Sanity check after NASH hackathon.
Yea it learns distortion nearly perfectly. This is essentially the same as the time align notebook, only with distortion
%pip install -Uqq pip
# Next line only executes on Colab. Colab users: Please enable GPU in Edit > Notebook settings
! [ -e /content ] && pip install -Uqq fastai git+https://github.com/drscotthawley/fastproaudio.git
# Additional installs for this tutorial
%pip install -q fastai_minima torchsummary pyzenodo3 wandb
# Install micro-tcn and auraloss packages (from source, will take a little while)
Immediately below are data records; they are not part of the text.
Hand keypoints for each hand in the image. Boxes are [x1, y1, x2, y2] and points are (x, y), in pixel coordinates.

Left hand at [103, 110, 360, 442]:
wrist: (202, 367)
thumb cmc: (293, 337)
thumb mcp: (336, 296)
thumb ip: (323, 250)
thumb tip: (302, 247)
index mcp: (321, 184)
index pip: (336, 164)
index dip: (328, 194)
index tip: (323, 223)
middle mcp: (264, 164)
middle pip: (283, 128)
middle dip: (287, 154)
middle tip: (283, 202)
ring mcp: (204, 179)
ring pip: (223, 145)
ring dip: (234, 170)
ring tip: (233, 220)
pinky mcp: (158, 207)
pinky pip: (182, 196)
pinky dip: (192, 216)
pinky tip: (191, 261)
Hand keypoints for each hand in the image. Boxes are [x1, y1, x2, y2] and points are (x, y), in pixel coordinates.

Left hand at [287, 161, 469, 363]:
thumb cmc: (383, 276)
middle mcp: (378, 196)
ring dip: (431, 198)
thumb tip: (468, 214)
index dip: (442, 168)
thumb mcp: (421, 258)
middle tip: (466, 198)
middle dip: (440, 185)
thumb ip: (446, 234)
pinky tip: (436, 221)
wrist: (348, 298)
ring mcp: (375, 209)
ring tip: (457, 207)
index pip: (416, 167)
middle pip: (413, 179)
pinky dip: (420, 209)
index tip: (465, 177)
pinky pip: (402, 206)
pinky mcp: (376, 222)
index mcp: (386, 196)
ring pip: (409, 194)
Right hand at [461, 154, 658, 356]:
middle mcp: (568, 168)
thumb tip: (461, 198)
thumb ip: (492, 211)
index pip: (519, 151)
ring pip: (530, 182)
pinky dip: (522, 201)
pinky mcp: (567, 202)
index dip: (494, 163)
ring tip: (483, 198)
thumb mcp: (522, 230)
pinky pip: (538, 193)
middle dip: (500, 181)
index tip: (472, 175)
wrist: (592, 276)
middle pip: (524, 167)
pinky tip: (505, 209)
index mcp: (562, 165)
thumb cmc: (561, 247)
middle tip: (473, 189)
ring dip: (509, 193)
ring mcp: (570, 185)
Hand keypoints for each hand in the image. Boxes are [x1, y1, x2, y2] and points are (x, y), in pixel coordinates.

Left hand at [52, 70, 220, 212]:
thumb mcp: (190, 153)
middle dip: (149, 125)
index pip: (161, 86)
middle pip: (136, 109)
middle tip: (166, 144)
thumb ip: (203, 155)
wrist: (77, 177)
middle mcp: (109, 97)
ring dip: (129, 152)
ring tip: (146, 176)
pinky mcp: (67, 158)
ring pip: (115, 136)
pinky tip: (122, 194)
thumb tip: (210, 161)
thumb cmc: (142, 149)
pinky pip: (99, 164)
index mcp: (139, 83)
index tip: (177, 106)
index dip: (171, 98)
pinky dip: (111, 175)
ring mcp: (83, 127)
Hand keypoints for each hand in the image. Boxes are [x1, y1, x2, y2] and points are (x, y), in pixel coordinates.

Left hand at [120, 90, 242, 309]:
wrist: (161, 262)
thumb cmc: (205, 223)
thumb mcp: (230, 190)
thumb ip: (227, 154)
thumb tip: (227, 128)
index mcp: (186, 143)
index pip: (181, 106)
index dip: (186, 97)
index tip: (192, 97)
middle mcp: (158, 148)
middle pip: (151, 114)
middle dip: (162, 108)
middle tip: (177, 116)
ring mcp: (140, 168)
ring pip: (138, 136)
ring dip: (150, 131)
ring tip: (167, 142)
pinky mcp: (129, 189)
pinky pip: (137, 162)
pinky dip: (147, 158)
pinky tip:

%pip install -q wheel --ignore-requires-python git+https://github.com/csteinmetz1/micro-tcn.git git+https://github.com/csteinmetz1/auraloss
# After this cell finishes, restart the kernel and continue below
from fastai.vision.all import *
from fastai.text.all import *
from fastai.callback.fp16 import *
import wandb
from fastai.callback.wandb import *
import torch
import torchaudio
import torchaudio.functional as F
import torchaudio.transforms as T
from IPython.display import Audio
import matplotlib.pyplot as plt
import torchsummary
from fastproaudio.core import *
from pathlib import Path
import glob
import json
import re
import warnings
# mel-spectrogram plot keeps throwing matplotlib deprecation warnings
warnings.filterwarnings( "ignore", module = "librosa\..*" )
data_dir = '/home/shawley/datasets/pb_dist' # Jacob made this, SHH fixed it up a bit
path = Path(data_dir)
fnames_in = sorted(glob.glob(str(path)+'/*/input*'))
fnames_targ = sorted(glob.glob(str(path)+'/*/*targ*'))
ind = np.random.randint(len(fnames_in)) # pick one spot in the list of files
fnames_in[ind], fnames_targ[ind]
Input audio
input, sample_rate = torchaudio.load(fnames_in[ind])
print("sample_rate = ",sample_rate)
show_audio(input, sample_rate)